Moreover, the EHRC report made it clear that what they had seen went beyond antisemitic criticism of Israel – such as comparing Israelis to Nazis, blaming Jewish people generally for Israel’s actions, or using Zio as an insult. It also included Holocaust minimisation and denial, conspiracy theories about Rothschild or Jewish control over financial or other institutions, accusing British Jews of dual loyalty, saying antisemitism complaints were manufactured in a “witch hunt” by the “Israel lobby”, and even blaming Jews themselves for antisemitism in the Labour Party.

The Jewish community has largely lost confidence in Labour’s ability to get its house in order as regards antisemitism. Many of its members have been greatly upset by what has happened both at meetings and on social media, and some, including Jewish Labour MPs, have received extreme abuse, such as dog faeces through their letterboxes and death threats.

I myself received a threatening phone call at home from a man I had accused online of antisemitism, whose real identity became known to me only a year later. As far as I know he remains a party member.

Even if some of this abuse comes from non-members of the party, the fact that members are responsible for a substantial amount of it should be a matter of enormous shame.

Although the party has little option, since the Commission does have powers of legal enforcement, it is in our opinion entirely right that Keir Starmer accepted its findings on behalf of the party as contritely and willingly as he did.

Perhaps the trickiest part will be ensuring that the proposed independent disciplinary body and process are, indeed, independent. Those appointed must be knowledgeable about antisemitism, but also free of known prejudices towards a particular faction in the party.

This is not straightforward, but if carried out properly will mean Labour has a disciplinary process that the vast majority of its members can accept as fair. I hope the implementation of this report will help Jews feel welcome throughout the party once more.

—-

Barnaby Marder is the founder of Socialists Against Antisemitism and a former chair of Richmond Park Constituency Labour Party.

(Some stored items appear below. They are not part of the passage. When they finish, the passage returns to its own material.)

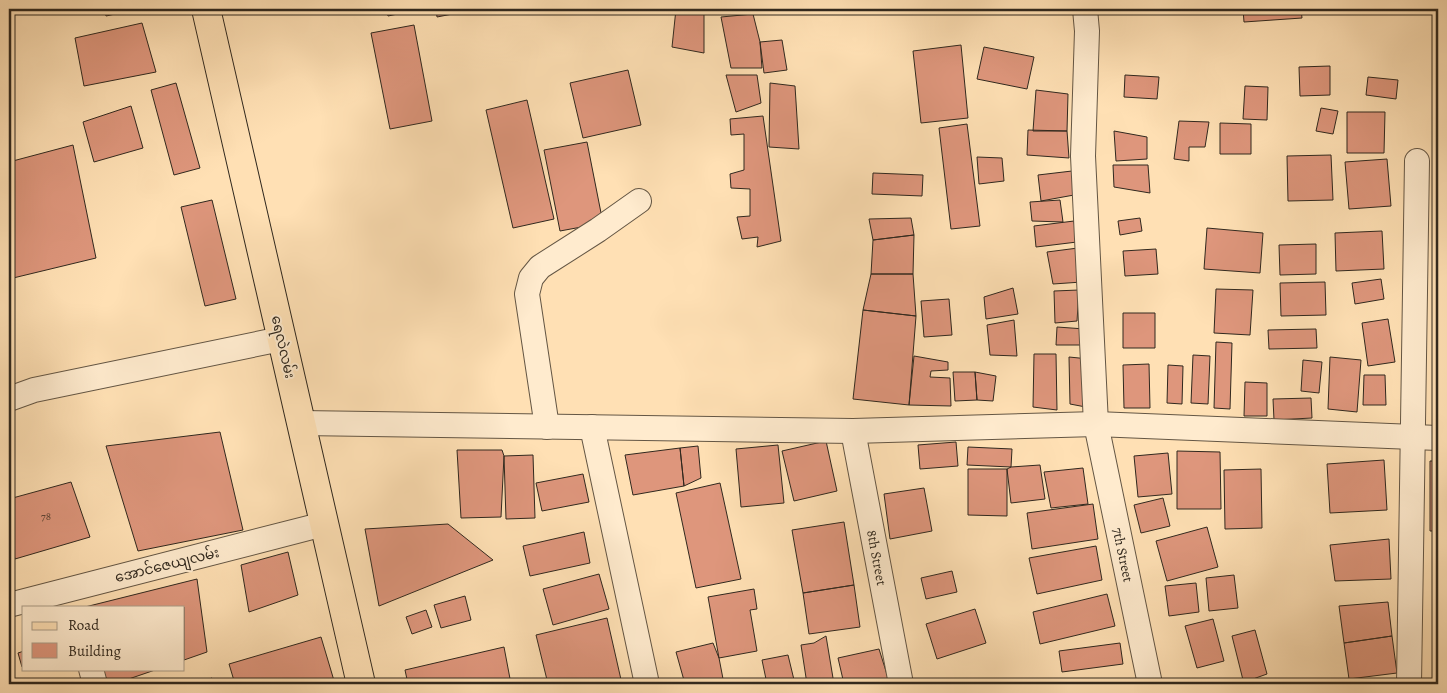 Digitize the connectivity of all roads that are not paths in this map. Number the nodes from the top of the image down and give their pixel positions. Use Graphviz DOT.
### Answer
graph roads {
  1 [pos="206,9"];
  2 [pos="1085,9"];
  3 [pos="1417,162"];
  4 [pos="639,201"];
  5 [pos="281,339"];
  6 [pos="9,399"];
  7 [pos="301,423"];
  8 [pos="1096,424"];
  9 [pos="547,426"];
  10 [pos="592,427"];
  11 [pos="853,431"];
  12 [pos="1412,438"];
  13 [pos="1438,438"];
  14 [pos="324,524"];
  15 [pos="72,598"];
  16 [pos="9,605"];
  17 [pos="91,670"];
  18 [pos="95,684"];
  19 [pos="360,684"];
  20 [pos="647,684"];
  21 [pos="901,684"];
  22 [pos="1150,684"];
  23 [pos="1409,684"];
  1 -- 5 [label="main road, ရေလဲလမ်း"];
  2 -- 8 [label="street, 7th Street"];
  3 -- 12 [label="street"];
  4 -- 9 [label="street"];
  5 -- 6 [label="street"];
  5 -- 7 [label="main road, ရေလဲလမ်း"];
  7 -- 9 [label="street"];
  7 -- 14 [label="main road, ရေလဲလမ်း"];
  8 -- 11 [label="street"];
  8 -- 12 [label="street"];
  8 -- 22 [label="street, 7th Street"];
  9 -- 10 [label="street"];
  10 -- 11 [label="street"];
  10 -- 20 [label="street"];
  11 -- 21 [label="street, 8th Street"];
  12 -- 13 [label="street"];
  12 -- 23 [label="street"];
  14 -- 15 [label="street, အောင်ဇေယျလမ်း"];
  14 -- 19 [label="main road, ရေလဲလမ်း"];
  15 -- 16 [label="street, အောင်ဇေယျလမ်း"];
  17 -- 18 [label="street"];
}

You can read more about the group and why they were set-up here.

See also: ‘Antisemitism: A Stain We Must Erase’ by Mary Stratford.

You can download the EHRC’s investigation into antisemitism in the Labour Party here.

2 Comments

  1. Harry Barnes
    21 November 2020

    Ever since I was eight years old in 1945 I have been aware of the horrors Jewish people faced in the Holocaust and their subsequent move to establish the state of Israel, which many Jewish outsiders came to develop a very close attachment to. Therefore, I fully appreciate why many people of Jewish descent (but not all) see criticisms of Israel as being offensive. However, there are also many people of Jewish descent who have criticised actions of the Israeli government such as the invasion of Eqypt in 1956 and the occupation of Western Bank.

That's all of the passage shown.